What is required
Find all lines in the listing that include the word "新青梅街道", then copy them.
^^^^^^^^^^^^^^^^
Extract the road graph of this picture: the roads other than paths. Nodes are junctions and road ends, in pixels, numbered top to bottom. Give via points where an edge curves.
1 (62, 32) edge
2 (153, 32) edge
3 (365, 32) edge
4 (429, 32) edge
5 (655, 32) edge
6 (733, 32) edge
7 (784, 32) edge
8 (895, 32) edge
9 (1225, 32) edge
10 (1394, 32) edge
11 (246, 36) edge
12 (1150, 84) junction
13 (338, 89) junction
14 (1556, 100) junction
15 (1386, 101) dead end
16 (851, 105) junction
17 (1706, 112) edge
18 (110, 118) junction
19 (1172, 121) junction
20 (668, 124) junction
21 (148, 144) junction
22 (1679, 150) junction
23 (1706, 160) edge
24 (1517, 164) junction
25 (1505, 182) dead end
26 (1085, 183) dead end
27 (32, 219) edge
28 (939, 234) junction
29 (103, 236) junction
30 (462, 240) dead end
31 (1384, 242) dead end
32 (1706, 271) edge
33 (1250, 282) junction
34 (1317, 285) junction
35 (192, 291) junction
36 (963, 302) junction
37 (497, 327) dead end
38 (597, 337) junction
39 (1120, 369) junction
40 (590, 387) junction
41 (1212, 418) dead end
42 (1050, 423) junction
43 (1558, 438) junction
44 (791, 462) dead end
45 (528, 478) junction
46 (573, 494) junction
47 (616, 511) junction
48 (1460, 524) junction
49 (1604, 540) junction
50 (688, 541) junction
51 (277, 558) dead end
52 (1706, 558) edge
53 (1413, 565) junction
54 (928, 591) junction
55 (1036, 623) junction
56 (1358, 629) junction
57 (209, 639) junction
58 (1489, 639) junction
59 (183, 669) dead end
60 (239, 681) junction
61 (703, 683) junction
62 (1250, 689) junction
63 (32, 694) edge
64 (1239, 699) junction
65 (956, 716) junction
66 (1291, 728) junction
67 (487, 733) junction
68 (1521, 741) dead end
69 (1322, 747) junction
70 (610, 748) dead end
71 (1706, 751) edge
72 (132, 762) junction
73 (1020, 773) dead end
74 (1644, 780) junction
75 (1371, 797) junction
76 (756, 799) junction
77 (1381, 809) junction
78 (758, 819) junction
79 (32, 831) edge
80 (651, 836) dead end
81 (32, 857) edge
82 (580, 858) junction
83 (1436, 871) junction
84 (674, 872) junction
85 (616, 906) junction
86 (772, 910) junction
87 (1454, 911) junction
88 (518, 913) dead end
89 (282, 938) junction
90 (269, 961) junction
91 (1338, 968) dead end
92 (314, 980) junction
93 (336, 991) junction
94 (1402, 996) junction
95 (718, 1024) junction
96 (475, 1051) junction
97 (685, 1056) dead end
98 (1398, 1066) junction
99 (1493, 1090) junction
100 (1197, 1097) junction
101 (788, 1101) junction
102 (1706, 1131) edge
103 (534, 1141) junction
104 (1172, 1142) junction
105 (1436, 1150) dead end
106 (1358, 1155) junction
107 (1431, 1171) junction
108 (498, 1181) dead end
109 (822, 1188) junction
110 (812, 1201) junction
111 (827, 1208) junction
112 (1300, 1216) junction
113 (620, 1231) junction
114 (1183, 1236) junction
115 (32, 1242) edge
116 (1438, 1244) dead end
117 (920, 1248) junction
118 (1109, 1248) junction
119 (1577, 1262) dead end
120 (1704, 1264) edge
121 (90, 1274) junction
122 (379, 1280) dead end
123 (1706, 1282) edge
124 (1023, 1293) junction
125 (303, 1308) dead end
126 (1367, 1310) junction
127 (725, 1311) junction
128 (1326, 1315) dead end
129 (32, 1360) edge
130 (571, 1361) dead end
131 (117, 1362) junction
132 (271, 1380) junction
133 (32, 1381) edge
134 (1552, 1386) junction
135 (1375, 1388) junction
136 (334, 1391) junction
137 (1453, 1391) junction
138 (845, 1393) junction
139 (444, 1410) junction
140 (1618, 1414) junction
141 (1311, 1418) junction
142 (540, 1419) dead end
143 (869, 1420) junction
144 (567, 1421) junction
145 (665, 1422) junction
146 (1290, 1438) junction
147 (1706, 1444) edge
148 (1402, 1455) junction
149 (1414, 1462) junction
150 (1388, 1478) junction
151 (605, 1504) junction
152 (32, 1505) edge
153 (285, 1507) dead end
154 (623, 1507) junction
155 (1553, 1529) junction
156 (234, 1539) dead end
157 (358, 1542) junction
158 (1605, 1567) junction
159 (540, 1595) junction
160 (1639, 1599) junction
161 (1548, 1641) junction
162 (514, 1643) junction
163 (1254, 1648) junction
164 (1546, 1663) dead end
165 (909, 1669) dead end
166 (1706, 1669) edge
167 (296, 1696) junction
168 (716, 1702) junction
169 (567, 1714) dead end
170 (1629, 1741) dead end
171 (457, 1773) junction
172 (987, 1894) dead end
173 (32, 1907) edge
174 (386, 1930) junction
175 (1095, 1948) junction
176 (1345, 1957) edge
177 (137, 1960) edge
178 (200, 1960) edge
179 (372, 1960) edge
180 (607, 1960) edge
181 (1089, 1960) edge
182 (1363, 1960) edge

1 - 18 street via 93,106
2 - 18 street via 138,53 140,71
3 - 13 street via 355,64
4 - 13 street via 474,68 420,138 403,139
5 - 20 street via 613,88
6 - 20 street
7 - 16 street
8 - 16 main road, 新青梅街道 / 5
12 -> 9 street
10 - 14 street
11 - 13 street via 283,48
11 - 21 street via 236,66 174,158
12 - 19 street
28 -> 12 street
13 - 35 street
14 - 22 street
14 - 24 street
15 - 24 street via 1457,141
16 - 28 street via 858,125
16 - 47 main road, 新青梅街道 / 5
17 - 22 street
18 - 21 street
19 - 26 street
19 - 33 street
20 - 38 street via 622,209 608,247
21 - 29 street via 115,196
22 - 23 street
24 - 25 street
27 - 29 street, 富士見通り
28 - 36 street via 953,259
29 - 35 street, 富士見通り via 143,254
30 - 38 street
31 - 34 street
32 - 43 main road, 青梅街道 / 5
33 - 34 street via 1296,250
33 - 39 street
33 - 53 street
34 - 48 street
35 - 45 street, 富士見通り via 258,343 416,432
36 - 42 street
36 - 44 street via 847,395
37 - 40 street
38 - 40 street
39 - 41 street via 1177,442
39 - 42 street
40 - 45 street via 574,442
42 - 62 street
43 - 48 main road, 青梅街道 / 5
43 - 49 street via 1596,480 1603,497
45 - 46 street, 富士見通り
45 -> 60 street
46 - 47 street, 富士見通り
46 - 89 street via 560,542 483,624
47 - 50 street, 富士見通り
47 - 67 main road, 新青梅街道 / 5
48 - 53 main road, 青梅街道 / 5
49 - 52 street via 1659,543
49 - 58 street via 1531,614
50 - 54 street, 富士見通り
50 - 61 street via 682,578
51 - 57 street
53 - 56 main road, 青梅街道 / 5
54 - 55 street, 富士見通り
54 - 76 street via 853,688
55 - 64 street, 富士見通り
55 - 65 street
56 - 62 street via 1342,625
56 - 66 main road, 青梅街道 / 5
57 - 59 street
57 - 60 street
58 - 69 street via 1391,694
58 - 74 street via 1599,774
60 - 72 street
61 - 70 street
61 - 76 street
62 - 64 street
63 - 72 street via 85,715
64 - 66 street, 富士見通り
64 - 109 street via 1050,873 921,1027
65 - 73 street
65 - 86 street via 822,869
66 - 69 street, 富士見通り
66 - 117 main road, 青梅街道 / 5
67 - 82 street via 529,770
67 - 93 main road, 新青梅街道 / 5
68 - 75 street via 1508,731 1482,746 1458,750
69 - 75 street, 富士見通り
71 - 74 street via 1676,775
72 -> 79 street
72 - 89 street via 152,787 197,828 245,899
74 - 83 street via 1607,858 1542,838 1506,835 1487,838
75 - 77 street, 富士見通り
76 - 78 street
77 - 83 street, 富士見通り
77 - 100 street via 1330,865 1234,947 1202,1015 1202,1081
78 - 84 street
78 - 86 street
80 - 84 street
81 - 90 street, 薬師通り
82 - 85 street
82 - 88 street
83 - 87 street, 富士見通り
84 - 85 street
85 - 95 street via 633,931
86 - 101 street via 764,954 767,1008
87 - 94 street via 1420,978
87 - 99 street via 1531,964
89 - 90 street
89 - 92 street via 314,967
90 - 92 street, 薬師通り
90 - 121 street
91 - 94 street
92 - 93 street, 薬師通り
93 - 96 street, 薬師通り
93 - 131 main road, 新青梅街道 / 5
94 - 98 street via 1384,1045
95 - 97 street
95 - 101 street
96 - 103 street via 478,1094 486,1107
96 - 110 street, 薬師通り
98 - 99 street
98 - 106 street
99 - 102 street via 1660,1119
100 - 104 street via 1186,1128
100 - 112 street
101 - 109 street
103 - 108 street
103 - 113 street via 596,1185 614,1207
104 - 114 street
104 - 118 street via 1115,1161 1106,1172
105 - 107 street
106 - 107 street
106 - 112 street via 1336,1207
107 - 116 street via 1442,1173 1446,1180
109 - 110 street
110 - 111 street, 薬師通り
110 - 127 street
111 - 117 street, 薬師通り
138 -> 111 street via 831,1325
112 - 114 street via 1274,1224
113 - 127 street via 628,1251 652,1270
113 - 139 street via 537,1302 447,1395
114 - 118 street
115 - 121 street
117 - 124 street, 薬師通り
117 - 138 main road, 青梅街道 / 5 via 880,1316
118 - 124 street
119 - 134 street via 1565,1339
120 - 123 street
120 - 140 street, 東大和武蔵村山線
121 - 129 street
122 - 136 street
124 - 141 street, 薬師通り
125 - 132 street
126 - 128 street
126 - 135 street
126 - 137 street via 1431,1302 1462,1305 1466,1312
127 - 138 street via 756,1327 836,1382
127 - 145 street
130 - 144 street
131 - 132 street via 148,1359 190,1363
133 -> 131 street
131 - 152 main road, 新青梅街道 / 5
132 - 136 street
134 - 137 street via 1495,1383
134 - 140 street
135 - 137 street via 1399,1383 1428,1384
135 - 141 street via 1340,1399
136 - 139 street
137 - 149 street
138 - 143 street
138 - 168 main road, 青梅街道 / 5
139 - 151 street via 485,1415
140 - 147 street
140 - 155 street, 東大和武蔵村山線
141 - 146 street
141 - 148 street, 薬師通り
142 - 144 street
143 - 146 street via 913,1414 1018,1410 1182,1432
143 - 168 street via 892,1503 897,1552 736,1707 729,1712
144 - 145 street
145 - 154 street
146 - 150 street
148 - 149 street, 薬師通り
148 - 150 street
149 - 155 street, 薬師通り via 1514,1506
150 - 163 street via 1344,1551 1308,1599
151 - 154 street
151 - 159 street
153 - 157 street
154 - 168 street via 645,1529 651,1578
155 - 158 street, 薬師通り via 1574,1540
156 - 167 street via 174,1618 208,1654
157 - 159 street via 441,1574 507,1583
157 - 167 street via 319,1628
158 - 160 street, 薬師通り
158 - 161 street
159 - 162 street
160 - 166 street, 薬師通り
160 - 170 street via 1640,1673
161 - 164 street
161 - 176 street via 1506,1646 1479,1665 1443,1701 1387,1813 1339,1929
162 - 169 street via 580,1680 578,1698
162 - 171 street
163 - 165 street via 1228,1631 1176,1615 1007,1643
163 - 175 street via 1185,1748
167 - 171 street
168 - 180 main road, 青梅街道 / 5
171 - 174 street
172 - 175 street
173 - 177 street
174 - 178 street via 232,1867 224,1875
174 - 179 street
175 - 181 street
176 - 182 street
^^^^^^^^^^^^^^^^
Answer to the problem
8 - 16 main road, 新青梅街道 / 5
16 - 47 main road, 新青梅街道 / 5
47 - 67 main road, 新青梅街道 / 5
67 - 93 main road, 新青梅街道 / 5
93 - 131 main road, 新青梅街道 / 5
131 - 152 main road, 新青梅街道 / 5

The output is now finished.